Specifically, annual inflation fell to 2.9 percent in March from 3.4 percent in February, as reported by the Federal Statistical Office (BFS). It rose significantly in January and February due to higher electricity and flight prices, among other things. Now it is trading at the same level as in December.

The decline is not entirely surprising, but it was a bit stronger than expected. Economists polled by AWP had put March inflation in the 3.0 to 3.3 percent range. With the current value, Switzerland’s inflation rates are also well below those of the euro zone or the USA, where values ​​of 6.9 percent and 6.0 percent (February) were last reported. Most recently, however, inflation has also fallen significantly in these regions.

Import goods still expensive

Imported goods (+3.8%) are still significantly more expensive than a year ago, while domestic goods cost 2.7 percent more than in March 2022. However, both values ​​are lower than in February. Core inflation, which excludes volatile commodities such as food, energy and fuel, also fell to 2.2 percent in March from 2.4 percent in February.
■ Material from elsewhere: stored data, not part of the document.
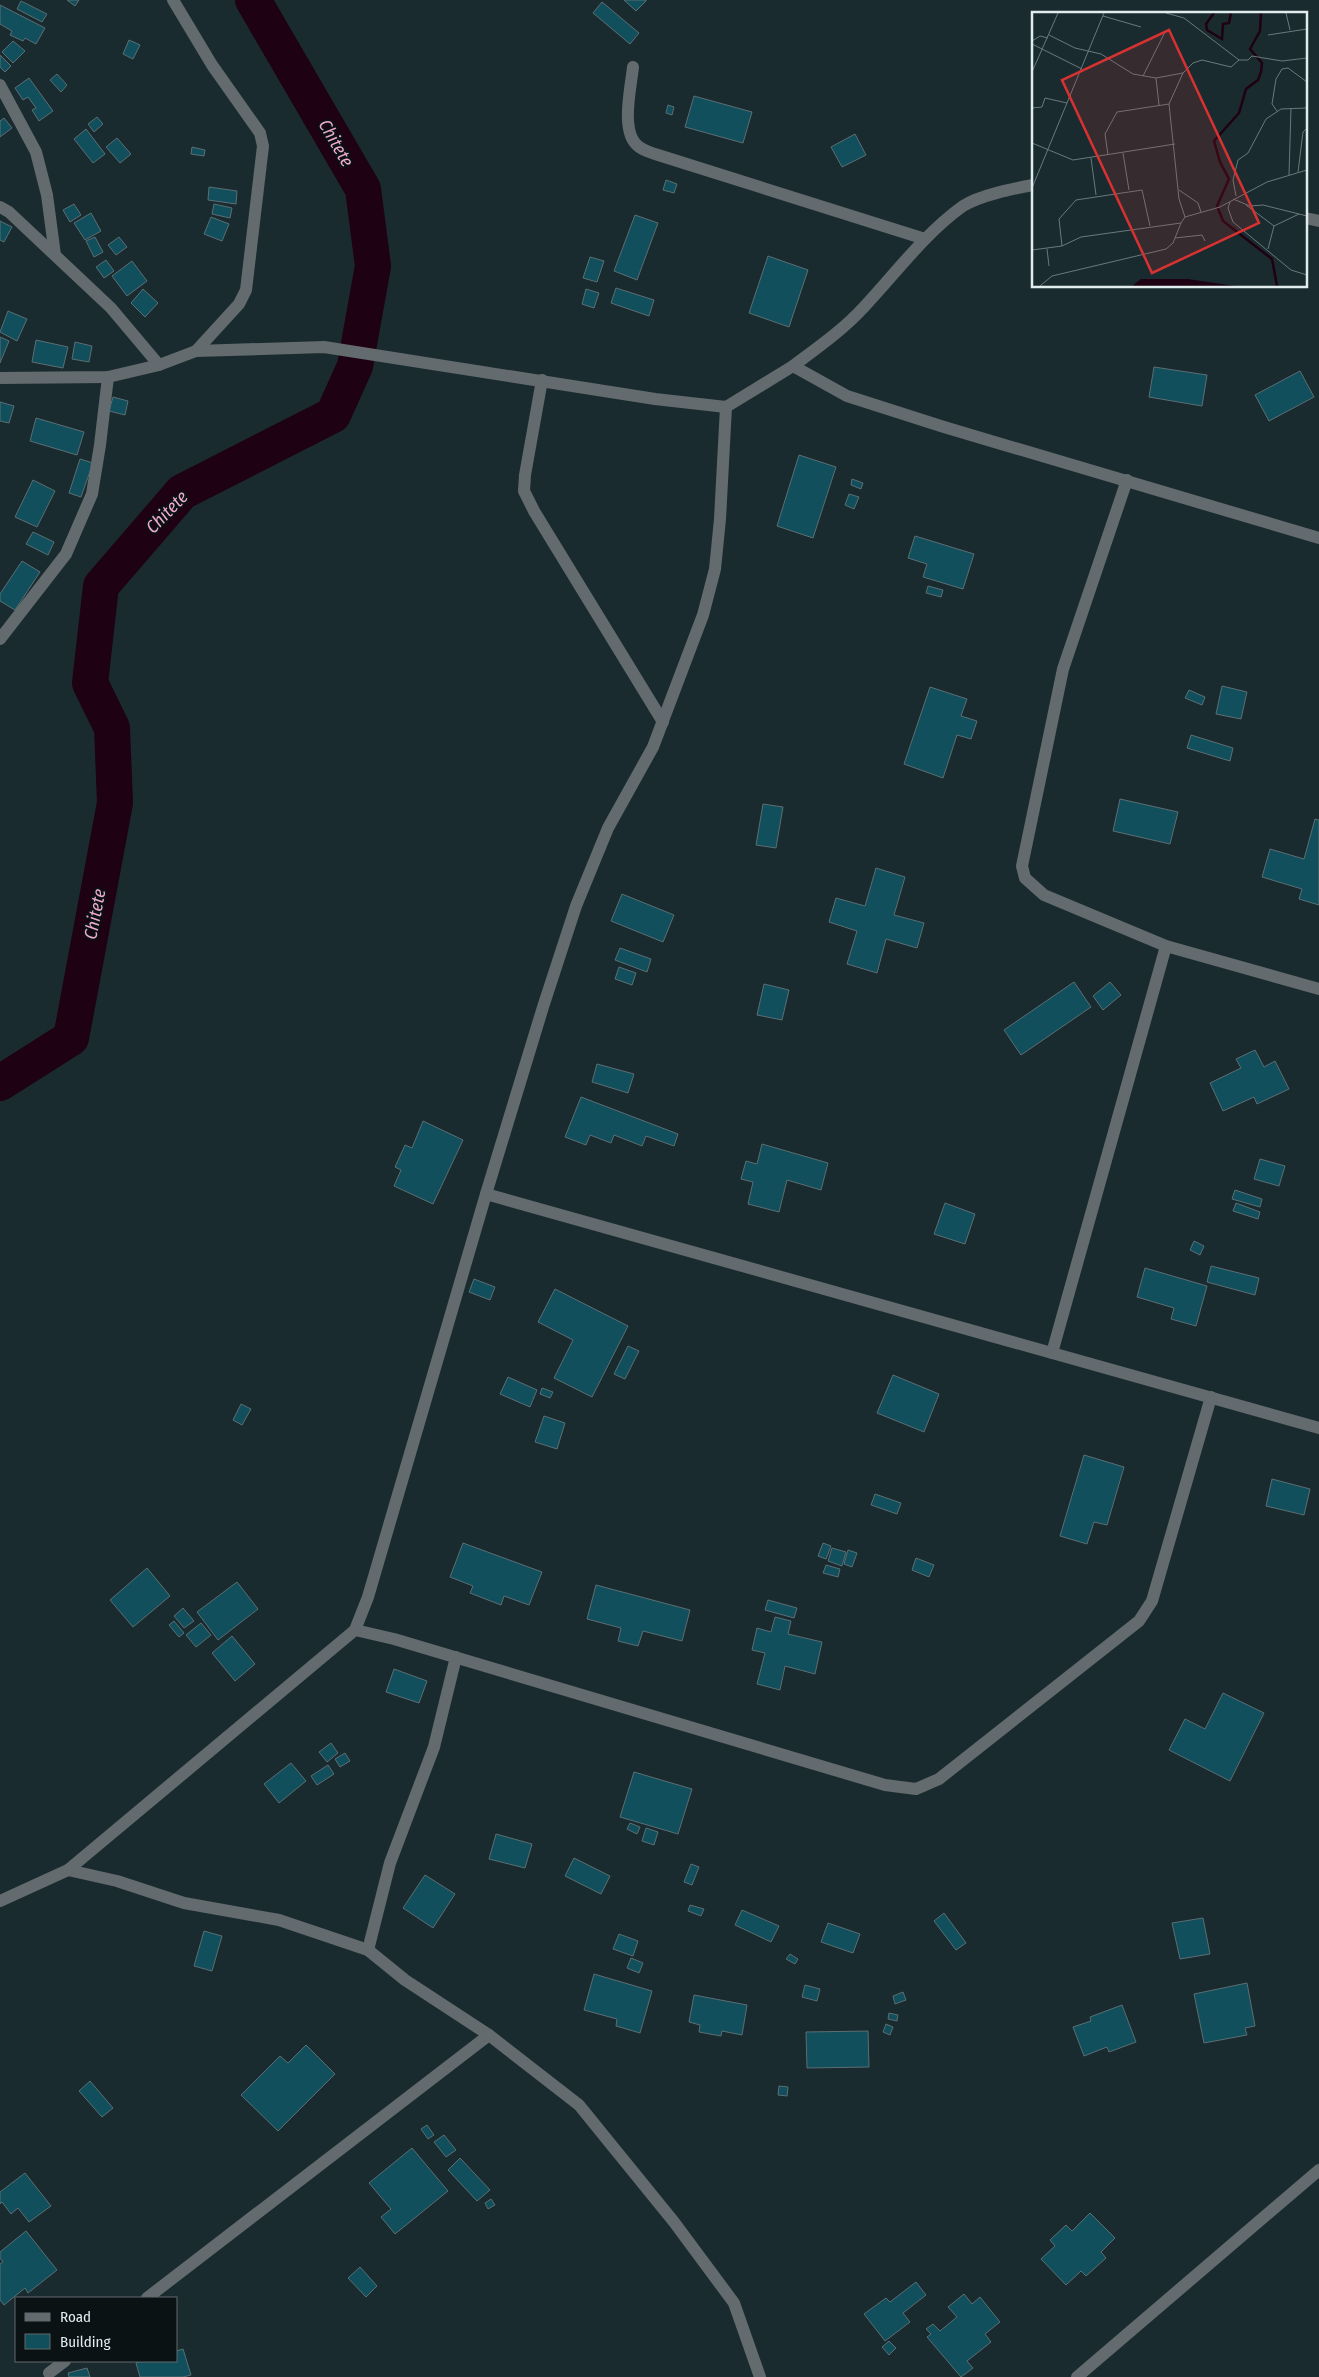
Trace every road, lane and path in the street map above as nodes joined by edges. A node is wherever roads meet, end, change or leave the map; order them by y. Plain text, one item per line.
1 (173, 0) edge
2 (633, 67) dead end
3 (0, 85) edge
4 (1032, 184) edge
5 (0, 207) edge
6 (1306, 218) edge
7 (1319, 221) edge
8 (925, 239) junction
9 (55, 255) junction
10 (196, 351) junction
11 (159, 365) junction
12 (793, 366) junction
13 (108, 377) junction
14 (0, 378) edge
15 (542, 380) junction
16 (726, 407) junction
17 (1126, 480) junction
18 (1319, 538) edge
19 (0, 639) edge
20 (663, 722) junction
21 (1166, 946) junction
22 (1319, 989) edge
23 (486, 1194) junction
24 (1052, 1353) junction
25 (1211, 1396) junction
26 (1319, 1428) edge
27 (355, 1630) junction
28 (456, 1657) junction
29 (68, 1870) junction
30 (0, 1901) edge
31 (368, 1950) junction
32 (489, 2035) junction
33 (1319, 2170) edge
34 (148, 2297) edge
35 (64, 2362) edge
36 (49, 2373) dead end
37 (760, 2377) edge
38 (1078, 2377) edge

1 - 10 street
2 - 8 street
3 - 9 street
4 - 8 street
5 - 9 street
6 - 7 street
8 - 12 street
9 - 11 street
10 - 11 street
10 - 15 street
11 - 13 street
12 - 16 street
12 - 17 street
13 - 14 street
13 - 19 street
15 - 16 street
15 - 20 street
16 - 20 street
17 - 18 street
17 - 21 street
20 - 23 street
21 - 22 street
21 - 24 street
23 - 24 street
23 - 27 street
24 - 25 street
25 - 26 street
25 - 28 street
27 - 28 street
27 - 29 street
28 - 31 street
29 - 30 street
29 - 31 street
31 - 32 street
32 - 34 street
32 - 37 street
33 - 38 street
35 - 36 street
Compared to the previous month, however, the national consumer price index (CPI) increased slightly by 0.2 percent to 106.0 points. Analysts polled by AWP had expected an increase of 0.2 to 0.5 percent.

According to the BFS, flights and package tours, as well as new cars, have become more expensive. The prices for fruit vegetables have also increased, or those for clothing and shoes after the end of the winter sale. On the other hand, the prices in the non-hotel sector or those for heating oil and berries were cheaper than in February.

The fact that annual inflation fell significantly despite the price increase compared to the previous month is primarily due to statistical reasons and is called the base effect. In March of last year, for example, the prices for fuel and heating oil rose sharply after the start of the Ukraine war – now this effect has fallen out of the statistics again after a year.

Swiss National Bank should breathe a sigh of relief

The Swiss National Bank is also likely to have followed the figures very closely and is looking to the future with corresponding calm. As is well known, it fights inflation primarily by raising interest rates. In the last nine months, for example, it has raised its key interest rate four times from -0.75 to 1.5 percent.